His office has set aside $20 million for "anticipatory action to fight hunger in Ethiopia,” citing threats including "civil unrest, growing insecurity, locust infestations, and the economic fallout of the COVID-19 pandemic, which includes declining incomes and rising inflation.”

Even famine is a possibility in Tigray, researchers warned in The Conversation, a website for researchers. Some 80% of people are subsistence farmers and the fighting affects the upcoming harvest, they wrote.

The locust outbreak, the region’s worst in decades, has “destroyed vast areas of cropped land and numerous swarms remain active.”

The locust outbreak is so serious that even neighboring Eritrea, which has been almost silent on the conflict despite the Tigray forces firing rockets at its capital, speaks relatively openly about the insect invasion.

The split between Ethiopia’s federal government and Tigray's — each now regards the other as illegal — has led the federal government to divert funding from the regional government, affecting early-warning systems for hunger, the researchers wrote.

This time of year was already the “hunger gap” for many, they said: “We fear that the grain baskets will remain empty because of the conflict.”

One of the researchers, Jan Nyssen, told the AP that “I know there are stores of the (U.N. World Food Program) inside Tigray, but they were there for a normal, quote-unquote, disaster.”

Restocking such warehouses remains impossible, the U.N. said in an update.
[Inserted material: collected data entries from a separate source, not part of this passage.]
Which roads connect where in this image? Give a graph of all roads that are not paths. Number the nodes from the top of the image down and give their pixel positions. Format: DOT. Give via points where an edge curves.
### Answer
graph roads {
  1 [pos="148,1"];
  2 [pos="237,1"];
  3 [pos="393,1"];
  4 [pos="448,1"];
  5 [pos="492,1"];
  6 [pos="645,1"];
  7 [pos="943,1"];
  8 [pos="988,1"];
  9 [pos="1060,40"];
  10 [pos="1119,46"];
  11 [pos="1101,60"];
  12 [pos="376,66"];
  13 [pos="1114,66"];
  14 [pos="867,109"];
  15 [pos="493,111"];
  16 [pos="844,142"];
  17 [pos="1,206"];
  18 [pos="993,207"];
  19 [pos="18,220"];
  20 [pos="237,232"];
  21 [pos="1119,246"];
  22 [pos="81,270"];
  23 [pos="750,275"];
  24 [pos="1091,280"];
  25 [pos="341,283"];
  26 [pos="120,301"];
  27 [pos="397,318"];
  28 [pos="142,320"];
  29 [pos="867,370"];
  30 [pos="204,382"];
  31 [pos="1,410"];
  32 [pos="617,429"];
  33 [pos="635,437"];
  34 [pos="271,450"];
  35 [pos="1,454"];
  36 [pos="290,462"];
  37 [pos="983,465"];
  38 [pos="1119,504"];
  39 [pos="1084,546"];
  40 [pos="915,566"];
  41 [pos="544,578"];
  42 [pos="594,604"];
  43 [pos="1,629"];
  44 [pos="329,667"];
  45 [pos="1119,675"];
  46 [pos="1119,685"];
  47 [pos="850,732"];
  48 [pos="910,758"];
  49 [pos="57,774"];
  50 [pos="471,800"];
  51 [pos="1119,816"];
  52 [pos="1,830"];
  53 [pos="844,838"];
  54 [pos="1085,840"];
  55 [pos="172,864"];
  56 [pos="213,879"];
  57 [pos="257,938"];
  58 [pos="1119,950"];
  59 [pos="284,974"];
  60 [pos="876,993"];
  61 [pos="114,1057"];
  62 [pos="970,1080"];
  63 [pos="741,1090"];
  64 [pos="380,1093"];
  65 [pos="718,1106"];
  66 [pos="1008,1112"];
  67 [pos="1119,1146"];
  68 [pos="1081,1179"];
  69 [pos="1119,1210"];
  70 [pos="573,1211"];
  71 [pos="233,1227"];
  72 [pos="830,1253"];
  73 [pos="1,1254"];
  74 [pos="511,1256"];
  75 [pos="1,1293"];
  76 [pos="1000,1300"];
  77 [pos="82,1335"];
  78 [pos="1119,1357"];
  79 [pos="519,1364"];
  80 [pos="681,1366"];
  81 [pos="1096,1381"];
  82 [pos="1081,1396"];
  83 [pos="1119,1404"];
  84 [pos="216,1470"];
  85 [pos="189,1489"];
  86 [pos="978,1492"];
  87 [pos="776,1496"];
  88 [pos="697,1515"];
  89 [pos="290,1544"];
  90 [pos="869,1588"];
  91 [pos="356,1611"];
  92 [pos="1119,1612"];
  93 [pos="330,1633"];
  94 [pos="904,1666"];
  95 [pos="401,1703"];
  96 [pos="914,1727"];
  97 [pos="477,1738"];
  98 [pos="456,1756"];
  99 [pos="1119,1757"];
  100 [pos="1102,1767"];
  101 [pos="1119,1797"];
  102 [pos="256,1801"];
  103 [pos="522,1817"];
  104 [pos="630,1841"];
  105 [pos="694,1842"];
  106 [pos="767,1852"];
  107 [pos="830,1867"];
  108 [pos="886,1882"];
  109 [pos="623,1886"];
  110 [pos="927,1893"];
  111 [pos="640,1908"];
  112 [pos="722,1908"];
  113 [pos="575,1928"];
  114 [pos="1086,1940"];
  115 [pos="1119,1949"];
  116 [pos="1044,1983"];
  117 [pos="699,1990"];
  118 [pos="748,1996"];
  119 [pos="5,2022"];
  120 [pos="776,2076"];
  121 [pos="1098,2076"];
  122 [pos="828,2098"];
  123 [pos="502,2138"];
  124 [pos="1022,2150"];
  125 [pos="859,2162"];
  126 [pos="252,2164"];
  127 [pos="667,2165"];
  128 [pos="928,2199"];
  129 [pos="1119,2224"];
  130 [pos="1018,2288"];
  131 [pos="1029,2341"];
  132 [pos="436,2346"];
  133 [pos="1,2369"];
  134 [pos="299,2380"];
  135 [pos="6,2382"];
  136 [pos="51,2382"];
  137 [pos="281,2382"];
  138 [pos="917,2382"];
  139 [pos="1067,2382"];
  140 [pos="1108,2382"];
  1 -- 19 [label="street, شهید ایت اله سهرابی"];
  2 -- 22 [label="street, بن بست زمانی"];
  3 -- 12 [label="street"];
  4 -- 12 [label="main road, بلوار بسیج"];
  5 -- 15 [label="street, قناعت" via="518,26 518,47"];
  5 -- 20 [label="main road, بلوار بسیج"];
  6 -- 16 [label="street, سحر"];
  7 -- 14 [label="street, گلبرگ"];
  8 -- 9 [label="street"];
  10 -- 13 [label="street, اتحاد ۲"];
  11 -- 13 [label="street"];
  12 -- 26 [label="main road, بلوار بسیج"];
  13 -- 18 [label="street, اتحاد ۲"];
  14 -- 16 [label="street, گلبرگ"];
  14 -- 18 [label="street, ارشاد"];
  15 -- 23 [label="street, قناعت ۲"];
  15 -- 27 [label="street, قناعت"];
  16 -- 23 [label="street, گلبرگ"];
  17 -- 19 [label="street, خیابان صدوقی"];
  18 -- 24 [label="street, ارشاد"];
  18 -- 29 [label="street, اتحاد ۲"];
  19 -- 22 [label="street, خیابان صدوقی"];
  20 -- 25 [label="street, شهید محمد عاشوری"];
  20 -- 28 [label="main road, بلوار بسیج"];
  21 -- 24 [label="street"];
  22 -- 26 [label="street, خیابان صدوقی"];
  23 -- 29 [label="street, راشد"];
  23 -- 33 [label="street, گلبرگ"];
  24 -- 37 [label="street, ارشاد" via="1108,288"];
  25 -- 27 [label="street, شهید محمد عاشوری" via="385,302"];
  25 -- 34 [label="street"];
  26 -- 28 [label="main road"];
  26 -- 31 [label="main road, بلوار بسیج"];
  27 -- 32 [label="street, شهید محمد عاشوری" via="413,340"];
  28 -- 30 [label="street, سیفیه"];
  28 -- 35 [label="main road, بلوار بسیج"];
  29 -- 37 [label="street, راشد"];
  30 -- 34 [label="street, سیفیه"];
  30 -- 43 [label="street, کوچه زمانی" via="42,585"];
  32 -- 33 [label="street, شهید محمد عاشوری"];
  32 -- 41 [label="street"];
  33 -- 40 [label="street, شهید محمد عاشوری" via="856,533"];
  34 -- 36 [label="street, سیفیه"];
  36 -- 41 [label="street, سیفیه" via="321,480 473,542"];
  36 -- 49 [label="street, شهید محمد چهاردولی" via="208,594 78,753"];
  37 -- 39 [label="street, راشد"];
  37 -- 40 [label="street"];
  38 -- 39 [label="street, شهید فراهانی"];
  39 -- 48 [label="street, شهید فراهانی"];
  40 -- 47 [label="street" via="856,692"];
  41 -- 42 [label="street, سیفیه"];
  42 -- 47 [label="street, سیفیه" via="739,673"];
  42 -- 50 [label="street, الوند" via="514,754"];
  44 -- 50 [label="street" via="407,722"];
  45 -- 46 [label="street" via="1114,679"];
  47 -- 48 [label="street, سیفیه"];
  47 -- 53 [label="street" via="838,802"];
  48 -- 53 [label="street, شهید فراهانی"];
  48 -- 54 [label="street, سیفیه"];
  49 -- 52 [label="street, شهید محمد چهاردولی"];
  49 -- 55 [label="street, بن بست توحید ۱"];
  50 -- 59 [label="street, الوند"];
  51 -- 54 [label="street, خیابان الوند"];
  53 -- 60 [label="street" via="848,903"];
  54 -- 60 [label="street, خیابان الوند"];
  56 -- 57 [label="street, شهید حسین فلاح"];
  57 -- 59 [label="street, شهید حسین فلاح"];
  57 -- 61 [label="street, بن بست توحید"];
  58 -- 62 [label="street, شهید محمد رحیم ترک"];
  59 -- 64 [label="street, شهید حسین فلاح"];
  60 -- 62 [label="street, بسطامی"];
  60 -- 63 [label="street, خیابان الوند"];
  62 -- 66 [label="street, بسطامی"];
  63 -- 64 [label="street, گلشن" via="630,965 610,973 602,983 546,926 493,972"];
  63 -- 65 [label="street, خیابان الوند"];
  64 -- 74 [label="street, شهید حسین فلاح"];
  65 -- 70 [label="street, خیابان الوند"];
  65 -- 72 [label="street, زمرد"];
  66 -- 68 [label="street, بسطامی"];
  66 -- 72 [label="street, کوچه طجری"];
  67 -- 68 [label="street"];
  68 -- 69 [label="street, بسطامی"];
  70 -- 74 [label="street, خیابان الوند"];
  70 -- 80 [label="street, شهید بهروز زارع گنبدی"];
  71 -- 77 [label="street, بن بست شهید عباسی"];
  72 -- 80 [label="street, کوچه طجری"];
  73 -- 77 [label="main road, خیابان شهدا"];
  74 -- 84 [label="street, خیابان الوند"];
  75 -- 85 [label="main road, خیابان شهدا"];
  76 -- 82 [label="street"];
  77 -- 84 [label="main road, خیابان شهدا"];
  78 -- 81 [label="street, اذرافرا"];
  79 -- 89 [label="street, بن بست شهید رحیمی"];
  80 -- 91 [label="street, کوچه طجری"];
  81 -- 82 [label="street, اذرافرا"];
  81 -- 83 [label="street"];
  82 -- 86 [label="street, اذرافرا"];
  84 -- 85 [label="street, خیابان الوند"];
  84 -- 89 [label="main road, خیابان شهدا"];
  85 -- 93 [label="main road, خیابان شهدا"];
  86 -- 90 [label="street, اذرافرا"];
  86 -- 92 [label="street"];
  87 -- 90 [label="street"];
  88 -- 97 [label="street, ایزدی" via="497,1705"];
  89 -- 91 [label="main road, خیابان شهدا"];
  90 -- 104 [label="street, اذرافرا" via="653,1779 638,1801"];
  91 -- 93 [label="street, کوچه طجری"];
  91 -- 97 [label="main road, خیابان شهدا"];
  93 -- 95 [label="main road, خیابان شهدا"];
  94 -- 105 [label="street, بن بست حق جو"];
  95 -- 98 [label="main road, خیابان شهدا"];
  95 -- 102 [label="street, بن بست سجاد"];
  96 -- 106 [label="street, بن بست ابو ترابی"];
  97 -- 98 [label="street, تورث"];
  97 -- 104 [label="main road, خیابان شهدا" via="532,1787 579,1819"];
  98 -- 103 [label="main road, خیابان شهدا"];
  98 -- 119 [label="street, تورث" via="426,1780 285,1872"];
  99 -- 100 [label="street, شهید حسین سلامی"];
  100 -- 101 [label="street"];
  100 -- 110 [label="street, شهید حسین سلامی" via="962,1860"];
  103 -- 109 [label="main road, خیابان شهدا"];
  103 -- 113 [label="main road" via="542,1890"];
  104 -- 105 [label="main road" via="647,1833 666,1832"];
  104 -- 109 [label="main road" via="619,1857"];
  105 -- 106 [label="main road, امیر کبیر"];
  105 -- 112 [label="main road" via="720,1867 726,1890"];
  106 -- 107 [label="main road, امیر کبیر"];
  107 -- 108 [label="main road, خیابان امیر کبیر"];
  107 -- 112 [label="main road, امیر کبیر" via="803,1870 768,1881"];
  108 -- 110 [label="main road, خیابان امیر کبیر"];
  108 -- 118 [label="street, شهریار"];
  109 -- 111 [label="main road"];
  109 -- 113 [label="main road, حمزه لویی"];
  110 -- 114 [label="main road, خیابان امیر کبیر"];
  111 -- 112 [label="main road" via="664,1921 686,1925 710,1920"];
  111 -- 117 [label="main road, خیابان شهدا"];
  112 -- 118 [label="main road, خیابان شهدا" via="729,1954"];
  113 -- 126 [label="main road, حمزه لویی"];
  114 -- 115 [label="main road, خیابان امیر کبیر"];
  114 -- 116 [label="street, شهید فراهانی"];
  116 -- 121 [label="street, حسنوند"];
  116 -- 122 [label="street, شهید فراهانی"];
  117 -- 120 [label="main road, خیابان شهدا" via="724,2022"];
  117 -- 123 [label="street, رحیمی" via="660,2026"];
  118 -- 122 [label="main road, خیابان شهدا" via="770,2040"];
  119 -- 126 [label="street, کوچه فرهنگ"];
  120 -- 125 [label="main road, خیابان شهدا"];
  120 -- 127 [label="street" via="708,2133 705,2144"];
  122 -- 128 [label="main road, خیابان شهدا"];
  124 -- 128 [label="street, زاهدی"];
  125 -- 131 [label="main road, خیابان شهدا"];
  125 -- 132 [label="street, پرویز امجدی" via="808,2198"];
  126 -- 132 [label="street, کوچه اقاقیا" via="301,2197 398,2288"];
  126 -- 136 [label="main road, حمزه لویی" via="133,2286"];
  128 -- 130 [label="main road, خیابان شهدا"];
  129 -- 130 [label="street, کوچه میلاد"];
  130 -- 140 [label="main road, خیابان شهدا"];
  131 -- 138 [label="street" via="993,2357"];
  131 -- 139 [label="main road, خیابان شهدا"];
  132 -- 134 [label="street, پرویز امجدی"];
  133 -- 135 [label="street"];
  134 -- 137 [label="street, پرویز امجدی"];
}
Nyssen worries the locusts will pose the worse threat in the end. As of Nov. 3, the day before fighting erupted, swarms had reached as far as Mekele and were expected to move north, further into the region.

He also recalled the hunger that swept through Tigray in the 1980s as its leaders also fought the federal government. Back then, Ethiopia's regime tried to hide the suffering, he said. “Nowadays, you can’t hide it that long.”